Work order. Please print each entry below exactly as it stands, but without any pictures.

-- Opening Marker --

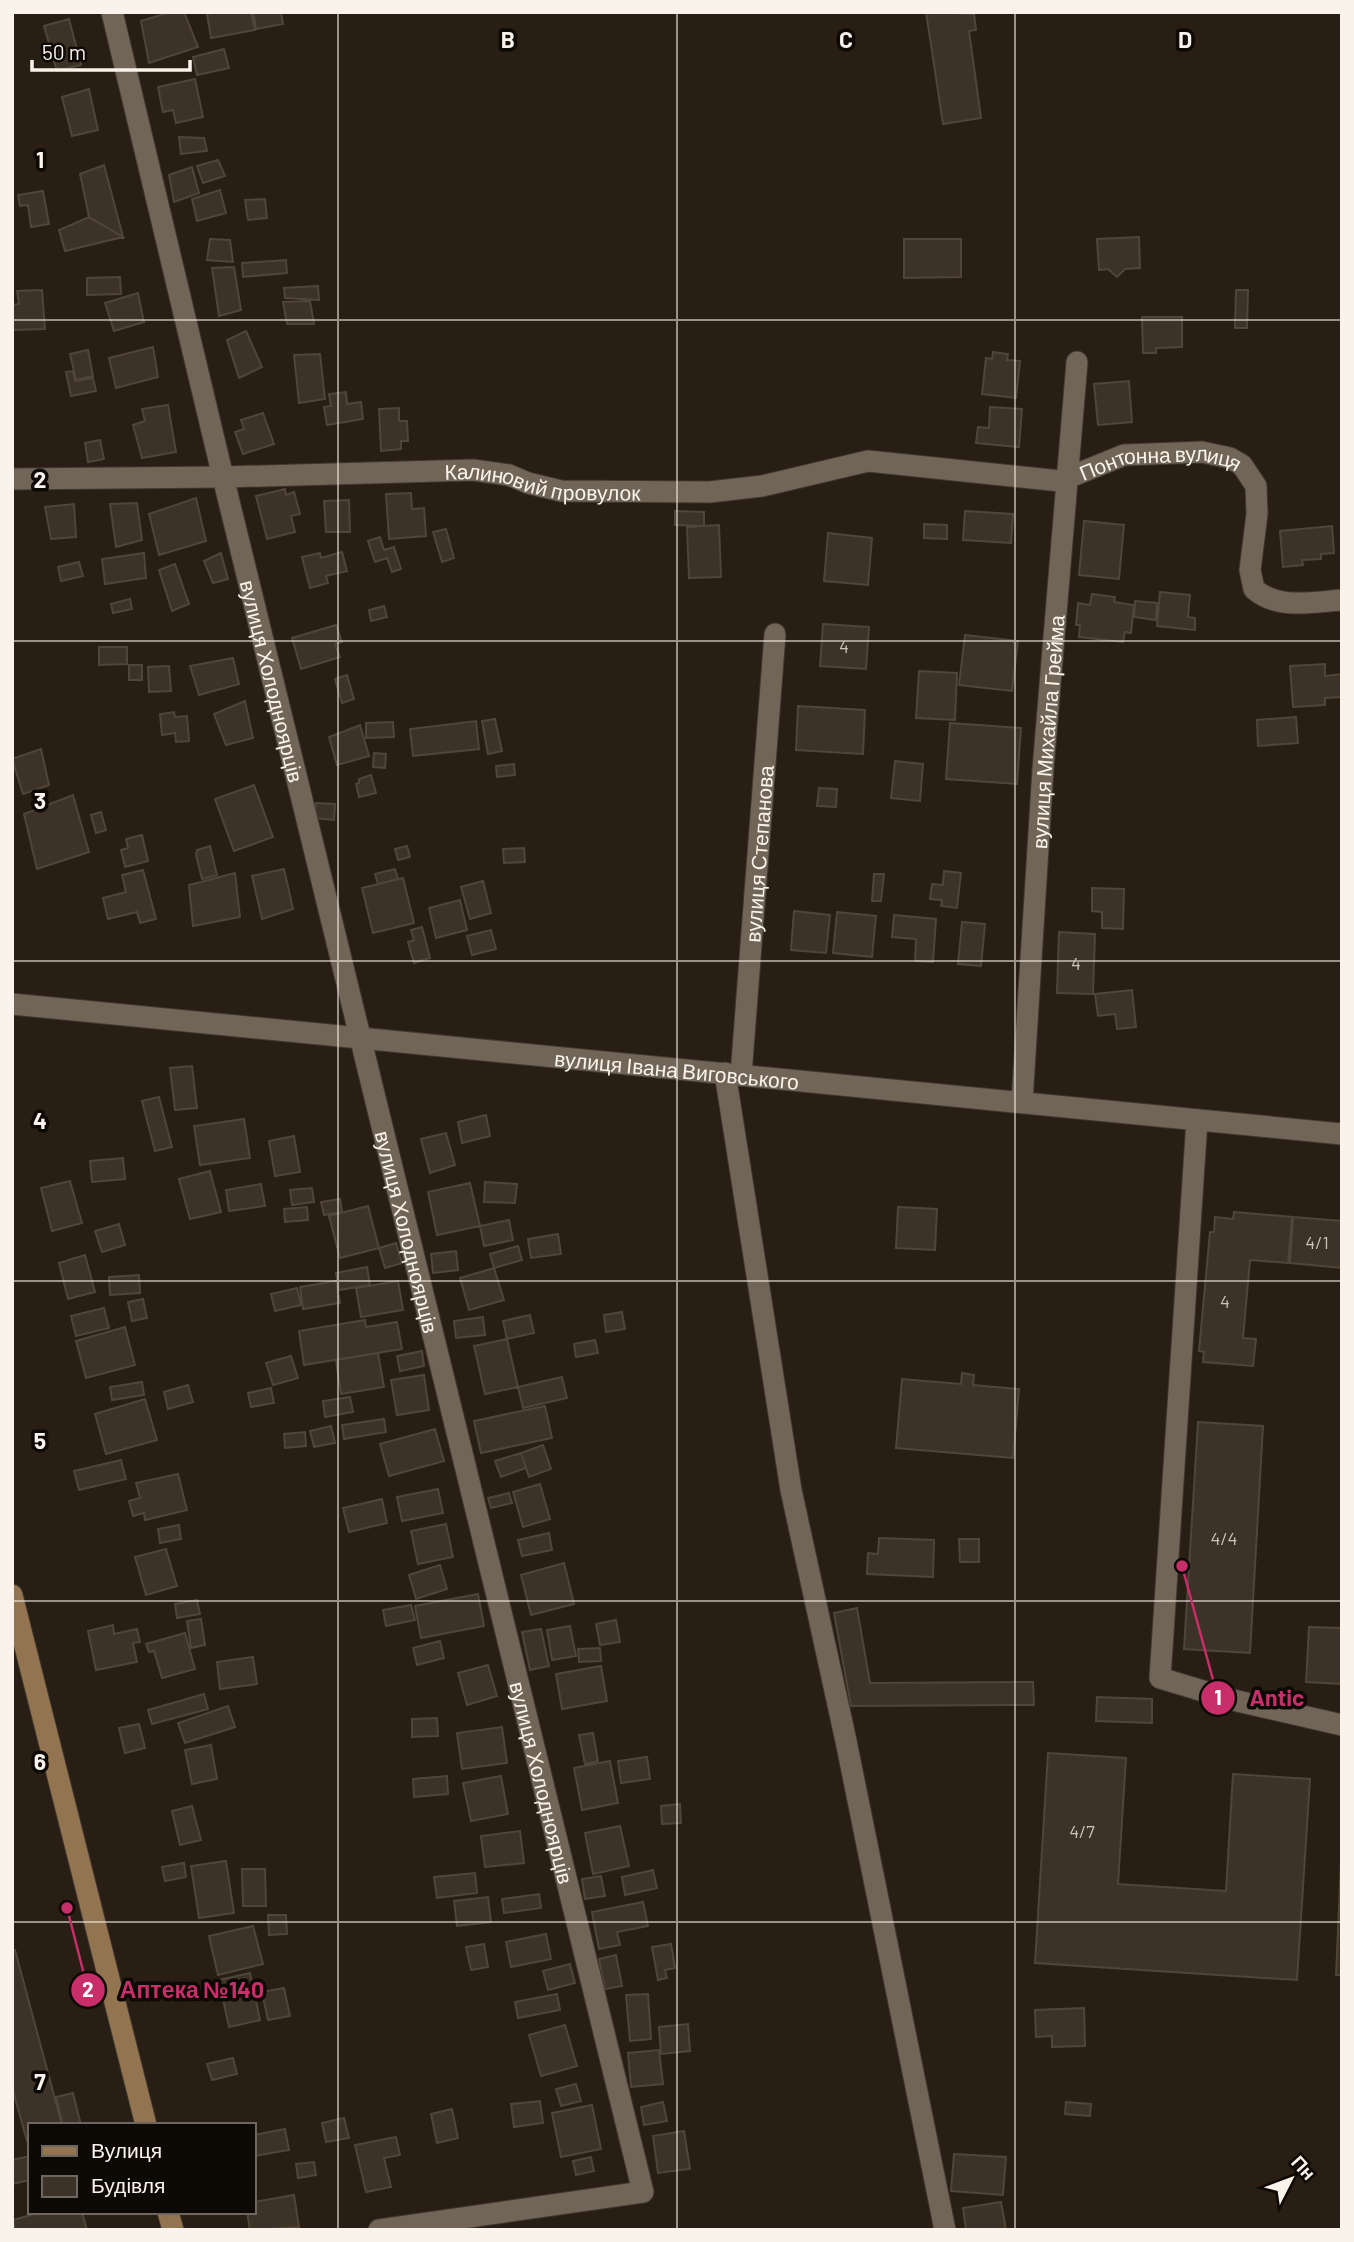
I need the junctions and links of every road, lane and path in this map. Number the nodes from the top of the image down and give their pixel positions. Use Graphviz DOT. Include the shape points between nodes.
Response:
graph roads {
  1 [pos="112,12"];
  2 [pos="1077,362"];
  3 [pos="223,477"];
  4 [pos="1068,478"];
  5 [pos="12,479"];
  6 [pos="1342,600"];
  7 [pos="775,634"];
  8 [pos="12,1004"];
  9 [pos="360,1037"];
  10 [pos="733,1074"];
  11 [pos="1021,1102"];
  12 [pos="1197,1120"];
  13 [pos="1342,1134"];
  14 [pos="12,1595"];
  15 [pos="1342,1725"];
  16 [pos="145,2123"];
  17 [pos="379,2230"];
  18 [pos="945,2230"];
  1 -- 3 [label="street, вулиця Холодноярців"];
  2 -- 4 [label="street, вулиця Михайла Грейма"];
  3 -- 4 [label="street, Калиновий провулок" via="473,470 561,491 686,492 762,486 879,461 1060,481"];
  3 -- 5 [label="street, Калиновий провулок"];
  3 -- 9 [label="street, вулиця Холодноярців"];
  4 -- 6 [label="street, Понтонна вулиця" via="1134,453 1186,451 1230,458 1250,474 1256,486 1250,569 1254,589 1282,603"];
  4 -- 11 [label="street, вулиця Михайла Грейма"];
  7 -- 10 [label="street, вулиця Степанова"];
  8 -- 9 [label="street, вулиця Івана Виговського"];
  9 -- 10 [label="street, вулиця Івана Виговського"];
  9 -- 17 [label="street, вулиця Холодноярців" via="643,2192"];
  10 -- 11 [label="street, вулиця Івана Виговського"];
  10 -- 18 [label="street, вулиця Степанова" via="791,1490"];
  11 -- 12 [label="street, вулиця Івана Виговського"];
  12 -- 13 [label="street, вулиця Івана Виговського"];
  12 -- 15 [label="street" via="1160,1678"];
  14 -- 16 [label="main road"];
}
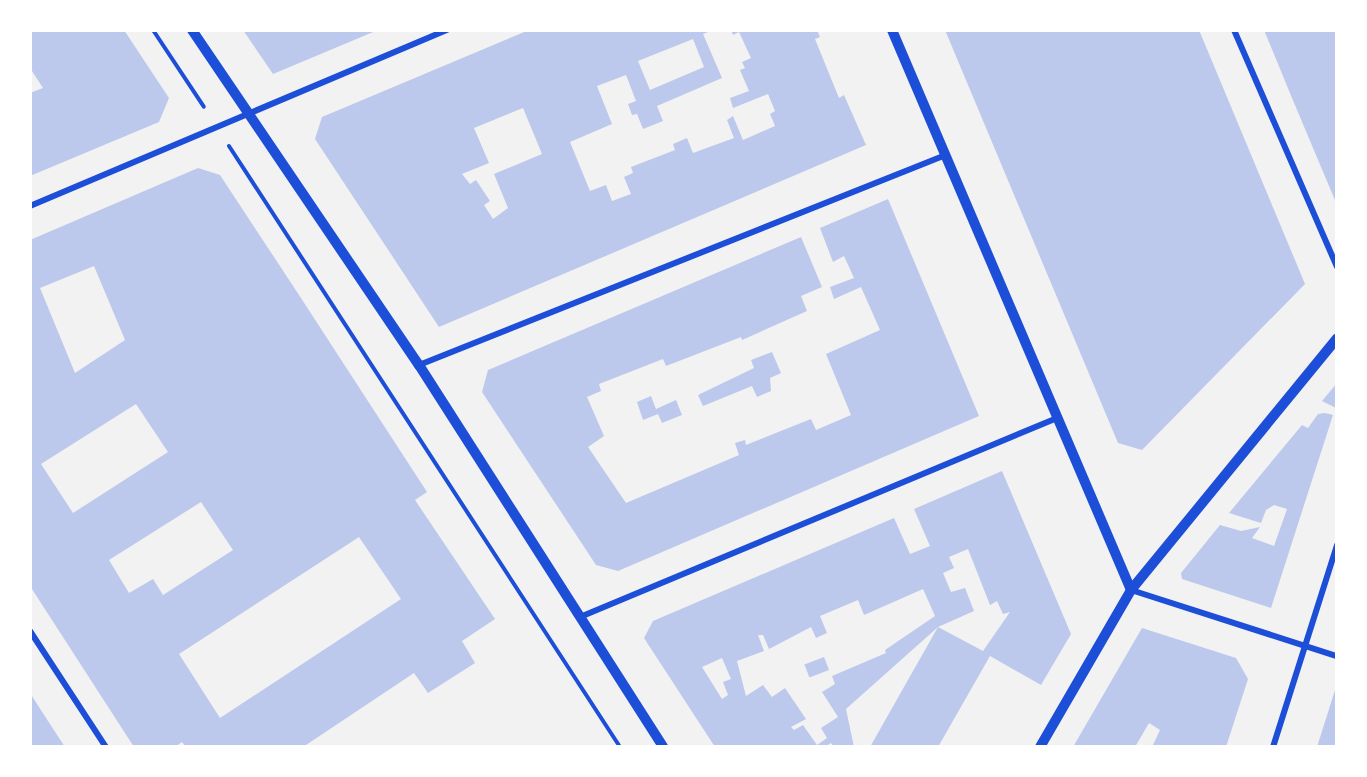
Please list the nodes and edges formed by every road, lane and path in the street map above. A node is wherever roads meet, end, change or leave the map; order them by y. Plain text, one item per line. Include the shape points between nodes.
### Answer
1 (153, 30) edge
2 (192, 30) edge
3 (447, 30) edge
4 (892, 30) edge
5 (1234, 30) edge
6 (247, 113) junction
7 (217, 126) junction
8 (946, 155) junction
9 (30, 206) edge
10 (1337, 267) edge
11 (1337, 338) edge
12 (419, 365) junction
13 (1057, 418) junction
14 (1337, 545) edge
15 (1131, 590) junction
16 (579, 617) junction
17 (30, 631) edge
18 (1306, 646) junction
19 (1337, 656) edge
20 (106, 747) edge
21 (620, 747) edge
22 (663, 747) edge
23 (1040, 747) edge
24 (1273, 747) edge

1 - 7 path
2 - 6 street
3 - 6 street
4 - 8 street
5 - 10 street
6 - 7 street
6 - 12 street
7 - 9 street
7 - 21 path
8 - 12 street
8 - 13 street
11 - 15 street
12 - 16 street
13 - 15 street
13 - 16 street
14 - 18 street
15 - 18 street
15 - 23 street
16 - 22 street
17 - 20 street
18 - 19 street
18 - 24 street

-- Closing Marker --

Task output.
I need the junctions and links of every road, lane and path in this map. Number the nodes from the top of the image down and give their pixel positions. Use Graphviz DOT. Include the shape points between nodes.
Response:
graph roads {
  1 [pos="112,12"];
  2 [pos="1077,362"];
  3 [pos="223,477"];
  4 [pos="1068,478"];
  5 [pos="12,479"];
  6 [pos="1342,600"];
  7 [pos="775,634"];
  8 [pos="12,1004"];
  9 [pos="360,1037"];
  10 [pos="733,1074"];
  11 [pos="1021,1102"];
  12 [pos="1197,1120"];
  13 [pos="1342,1134"];
  14 [pos="12,1595"];
  15 [pos="1342,1725"];
  16 [pos="145,2123"];
  17 [pos="379,2230"];
  18 [pos="945,2230"];
  1 -- 3 [label="street, вулиця Холодноярців"];
  2 -- 4 [label="street, вулиця Михайла Грейма"];
  3 -- 4 [label="street, Калиновий провулок" via="473,470 561,491 686,492 762,486 879,461 1060,481"];
  3 -- 5 [label="street, Калиновий провулок"];
  3 -- 9 [label="street, вулиця Холодноярців"];
  4 -- 6 [label="street, Понтонна вулиця" via="1134,453 1186,451 1230,458 1250,474 1256,486 1250,569 1254,589 1282,603"];
  4 -- 11 [label="street, вулиця Михайла Грейма"];
  7 -- 10 [label="street, вулиця Степанова"];
  8 -- 9 [label="street, вулиця Івана Виговського"];
  9 -- 10 [label="street, вулиця Івана Виговського"];
  9 -- 17 [label="street, вулиця Холодноярців" via="643,2192"];
  10 -- 11 [label="street, вулиця Івана Виговського"];
  10 -- 18 [label="street, вулиця Степанова" via="791,1490"];
  11 -- 12 [label="street, вулиця Івана Виговського"];
  12 -- 13 [label="street, вулиця Івана Виговського"];
  12 -- 15 [label="street" via="1160,1678"];
  14 -- 16 [label="main road"];
}
Please list the nodes and edges formed by every road, lane and path in the street map above. A node is wherever roads meet, end, change or leave the map; order them by y. Plain text, one item per line. Include the shape points between nodes.
### Answer
1 (153, 30) edge
2 (192, 30) edge
3 (447, 30) edge
4 (892, 30) edge
5 (1234, 30) edge
6 (247, 113) junction
7 (217, 126) junction
8 (946, 155) junction
9 (30, 206) edge
10 (1337, 267) edge
11 (1337, 338) edge
12 (419, 365) junction
13 (1057, 418) junction
14 (1337, 545) edge
15 (1131, 590) junction
16 (579, 617) junction
17 (30, 631) edge
18 (1306, 646) junction
19 (1337, 656) edge
20 (106, 747) edge
21 (620, 747) edge
22 (663, 747) edge
23 (1040, 747) edge
24 (1273, 747) edge

1 - 7 path
2 - 6 street
3 - 6 street
4 - 8 street
5 - 10 street
6 - 7 street
6 - 12 street
7 - 9 street
7 - 21 path
8 - 12 street
8 - 13 street
11 - 15 street
12 - 16 street
13 - 15 street
13 - 16 street
14 - 18 street
15 - 18 street
15 - 23 street
16 - 22 street
17 - 20 street
18 - 19 street
18 - 24 street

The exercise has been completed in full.